Garbing. The pharmacist changes into sterile cleanroom garments in the anteroom. This typically includes shoe covers, hair cover, face mask, sterile gown, and sterile gloves. The garbing process follows a specific sequence designed to minimize the transfer of particles from the person into the cleanroom.

Cleaning and preparation. The laminar flow hood and work surfaces are cleaned and disinfected following documented protocols. Sterile supplies (syringes, needles, vials, filters) are staged in the hood.

Aseptic compounding. The pharmacist performs the actual preparation inside the ISO Class 5 environment, using aseptic technique — meaning every action is designed to prevent microbial contamination. Vial septa are disinfected before puncture, syringe tips are never touched, and airflow patterns within the hood are maintained.

Quality checks. The finished preparation is visually inspected for particulate matter, clarity, color, and volume accuracy. Depending on the preparation, additional testing may include pH measurement, potency verification, and sterility testing.

Labeling and documentation.
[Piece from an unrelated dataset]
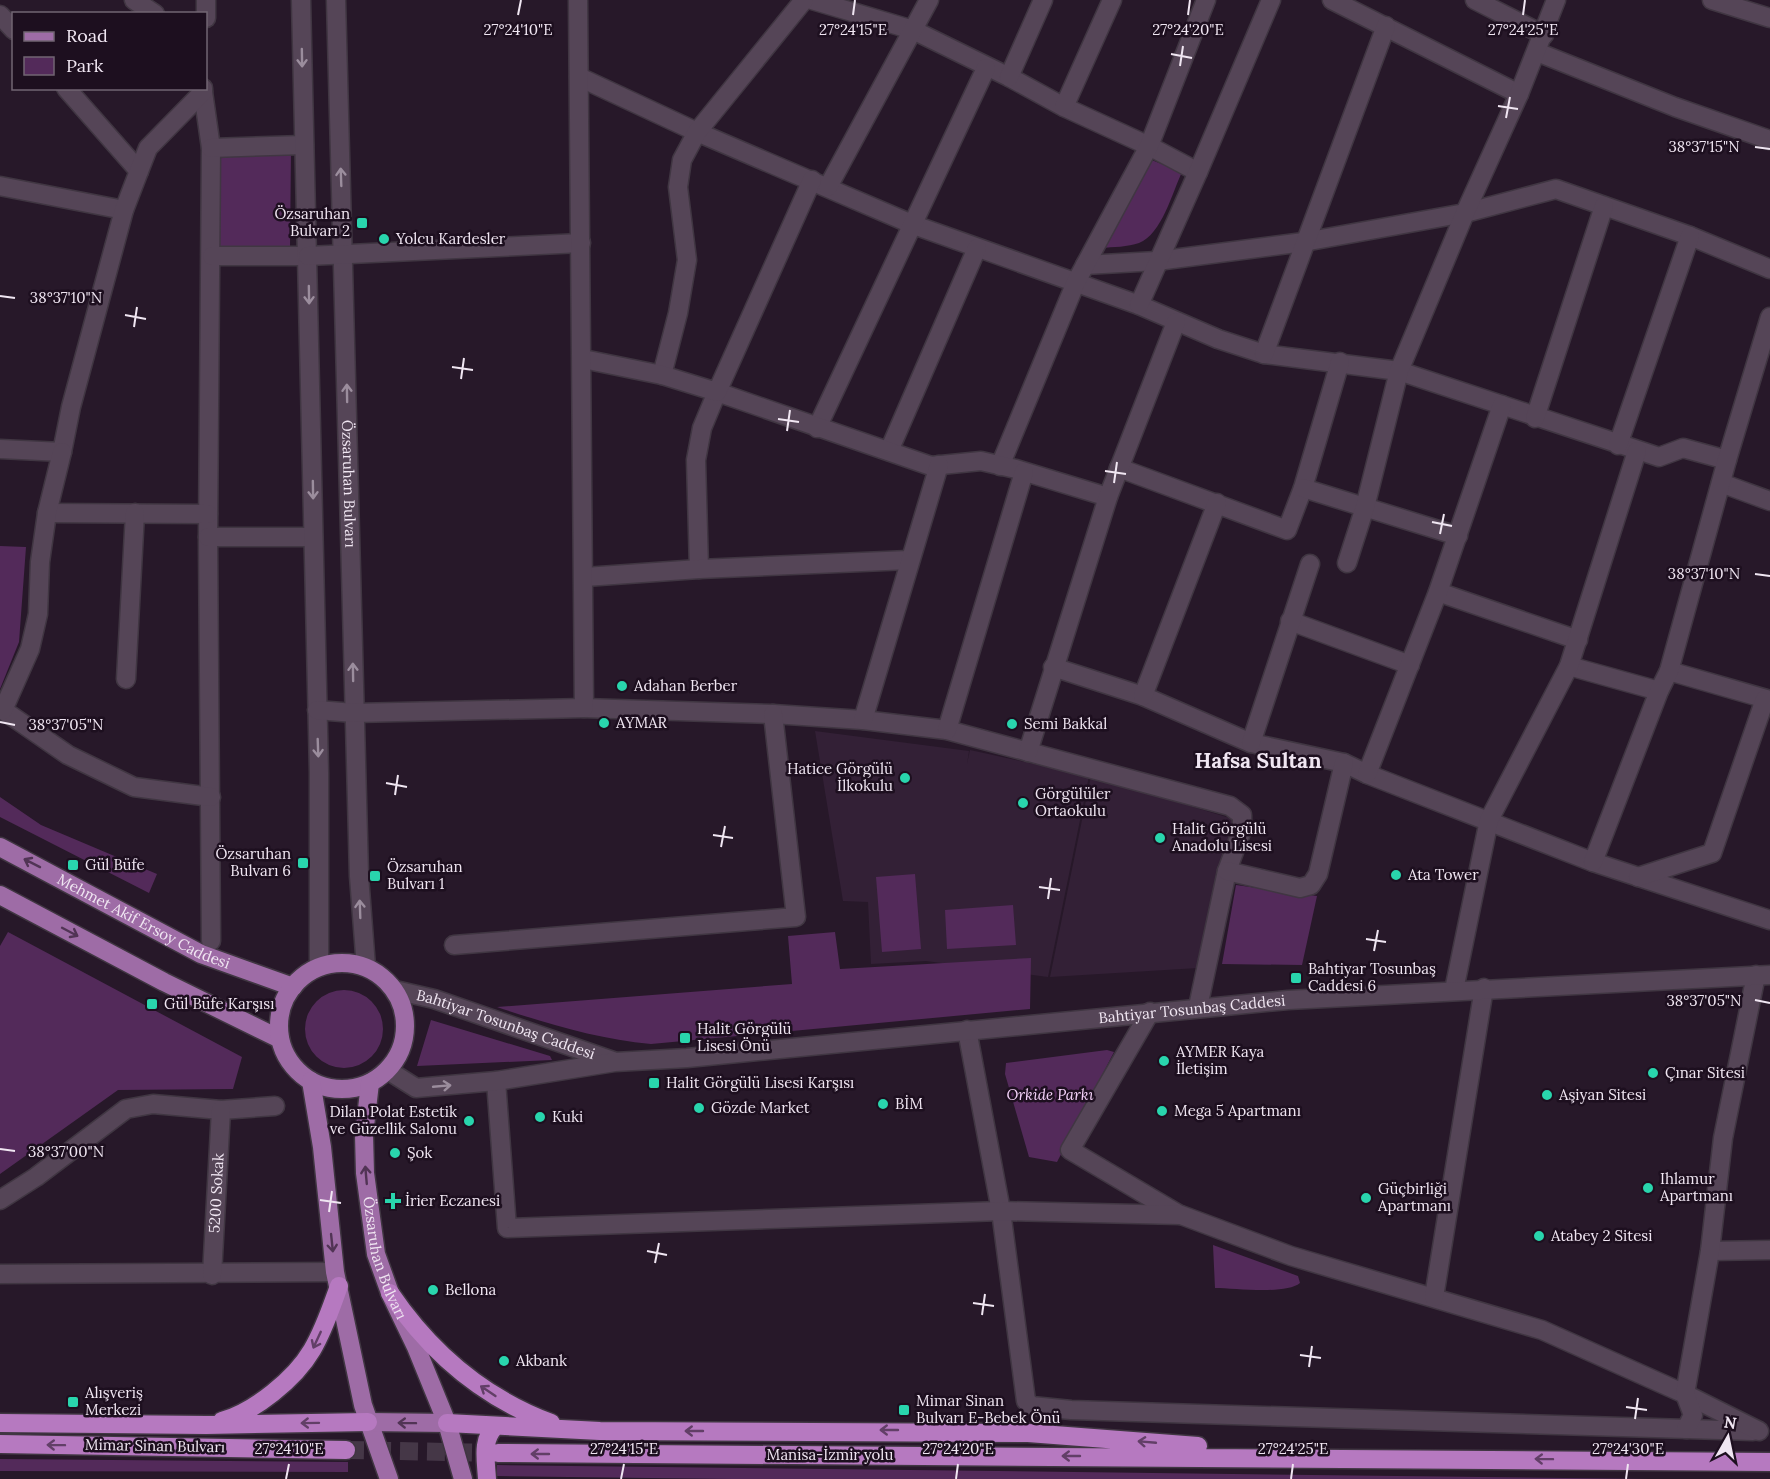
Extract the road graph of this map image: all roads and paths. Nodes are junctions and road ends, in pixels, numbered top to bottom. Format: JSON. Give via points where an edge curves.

The preparation is labeled with all required information and the batch record is completed with full traceability.

Quality Controls and Testing

Beyond the compounding process itself, a sterile compounding pharmacy maintains ongoing quality controls.
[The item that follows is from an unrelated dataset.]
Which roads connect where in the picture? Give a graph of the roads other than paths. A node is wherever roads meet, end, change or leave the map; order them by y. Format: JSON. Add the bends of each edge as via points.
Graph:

Environmental monitoring. Regular air sampling and surface sampling inside the cleanroom to detect any microbial contamination. Results are trended over time to identify potential issues before they affect product quality.

Personnel competency. Pharmacists and technicians undergo regular aseptic technique assessment, including media fill testing (simulating the compounding process using growth media to verify that the operator's technique doesn't introduce contamination) and gloved fingertip sampling.

Equipment certification. Laminar flow hoods, HEPA filters, and cleanroom environments are certified at regular intervals (typically every six months) to verify they still meet ISO classification standards.

Ingredient testing. Incoming raw materials are verified with supplier COAs and may undergo independent identity testing at the pharmacy.

Beyond-use dating. Each preparation is assigned a beyond-use date based on its risk category, ingredients, and storage conditions. This is the date after which the preparation should not be used, and it is determined by the stability characteristics of the formulation.

What Prescribers Should Ask Their Compounding Partner

If you're a physician evaluating a compounding pharmacy for sterile preparations, these are the questions that matter.

Does the pharmacy hold a valid FDA License to Operate? Is there a licensed Responsible Pharmacist supervising all sterile compounding? What cleanroom classification does the facility maintain, and how often is it certified? Does the pharmacy follow USP 797 standards? What environmental monitoring program is in place? Can the pharmacy provide batch records and COAs for each preparation? What beyond-use dating does the pharmacy assign, and on what basis? What training and competency assessment do compounding personnel undergo?

A pharmacy that can answer these questions clearly and provide documentation has the systems in place to produce safe, reliable sterile preparations.

ObraRx follows USP 797 standards for sterile compounding. If you're a prescribing physician looking for a compounding partner you can trust, contact us to learn more about our facility and processes.


FAQ

Q: What is sterile compounding?

A: Sterile compounding is the preparation of medications that must be free from microorganisms, such as injectable drugs and IV solutions. It requires a cleanroom environment, aseptic technique, and strict quality controls.

Q: What is USP 797?

A: USP 797 is the United States Pharmacopeia standard that governs the preparation of compounded sterile preparations. It covers facility design, personnel training, environmental monitoring, and quality assurance.

Q: What ISO classification is required for sterile compounding?

A: Sterile compounding requires an ISO Class 5 environment for direct compounding (inside a laminar flow hood), an ISO Class 7 buffer room, and an ISO Class 8 anteroom.